**WHAT THE TASK ASKS**. Please count the lines in the data below that mention the word "links", then give only the total.

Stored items
"""

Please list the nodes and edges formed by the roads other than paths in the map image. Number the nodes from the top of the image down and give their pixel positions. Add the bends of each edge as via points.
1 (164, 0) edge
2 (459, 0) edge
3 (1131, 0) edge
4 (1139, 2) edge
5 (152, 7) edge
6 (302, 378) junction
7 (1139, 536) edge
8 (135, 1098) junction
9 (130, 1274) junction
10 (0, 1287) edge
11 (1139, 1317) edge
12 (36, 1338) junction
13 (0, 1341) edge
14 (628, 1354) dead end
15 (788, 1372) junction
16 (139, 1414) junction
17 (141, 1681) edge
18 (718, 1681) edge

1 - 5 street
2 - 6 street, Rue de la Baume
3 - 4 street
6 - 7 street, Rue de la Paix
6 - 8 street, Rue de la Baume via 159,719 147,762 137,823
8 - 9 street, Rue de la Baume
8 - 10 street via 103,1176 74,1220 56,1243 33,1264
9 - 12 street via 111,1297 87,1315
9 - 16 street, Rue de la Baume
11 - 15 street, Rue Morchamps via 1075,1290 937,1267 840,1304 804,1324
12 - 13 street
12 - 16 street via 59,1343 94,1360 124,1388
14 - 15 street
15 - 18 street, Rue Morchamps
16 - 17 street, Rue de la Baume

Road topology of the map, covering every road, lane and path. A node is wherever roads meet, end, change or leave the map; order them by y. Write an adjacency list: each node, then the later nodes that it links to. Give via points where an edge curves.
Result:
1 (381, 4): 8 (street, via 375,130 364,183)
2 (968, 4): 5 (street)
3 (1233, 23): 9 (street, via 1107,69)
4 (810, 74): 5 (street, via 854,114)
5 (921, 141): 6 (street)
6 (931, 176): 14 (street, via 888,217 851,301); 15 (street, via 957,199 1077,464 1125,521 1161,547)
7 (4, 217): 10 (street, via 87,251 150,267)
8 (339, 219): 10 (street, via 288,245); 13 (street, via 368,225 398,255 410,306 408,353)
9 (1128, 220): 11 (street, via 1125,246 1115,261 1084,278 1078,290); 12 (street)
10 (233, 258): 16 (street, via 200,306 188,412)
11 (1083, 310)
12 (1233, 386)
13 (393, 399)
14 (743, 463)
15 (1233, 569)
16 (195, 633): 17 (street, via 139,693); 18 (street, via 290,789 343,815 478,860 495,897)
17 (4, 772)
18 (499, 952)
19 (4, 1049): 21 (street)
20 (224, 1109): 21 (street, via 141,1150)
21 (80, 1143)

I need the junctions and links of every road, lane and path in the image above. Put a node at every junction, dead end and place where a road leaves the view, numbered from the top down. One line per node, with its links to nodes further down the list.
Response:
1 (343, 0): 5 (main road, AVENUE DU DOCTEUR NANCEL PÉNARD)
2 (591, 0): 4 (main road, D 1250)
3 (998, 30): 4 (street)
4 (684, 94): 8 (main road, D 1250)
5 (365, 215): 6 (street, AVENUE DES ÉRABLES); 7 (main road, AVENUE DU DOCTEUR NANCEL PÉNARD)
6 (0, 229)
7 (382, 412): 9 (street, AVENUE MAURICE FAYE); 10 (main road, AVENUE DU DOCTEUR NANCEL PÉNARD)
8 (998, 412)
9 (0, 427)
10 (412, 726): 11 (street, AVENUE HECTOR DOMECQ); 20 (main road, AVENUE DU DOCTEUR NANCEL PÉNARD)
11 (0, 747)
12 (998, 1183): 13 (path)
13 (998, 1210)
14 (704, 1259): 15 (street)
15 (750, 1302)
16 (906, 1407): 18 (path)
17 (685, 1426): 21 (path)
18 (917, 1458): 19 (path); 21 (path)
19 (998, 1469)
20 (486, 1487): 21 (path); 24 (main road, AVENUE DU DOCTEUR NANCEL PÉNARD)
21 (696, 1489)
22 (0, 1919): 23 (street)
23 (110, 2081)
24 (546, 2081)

"""

**ANSWER TO THE PROBLEM**. 2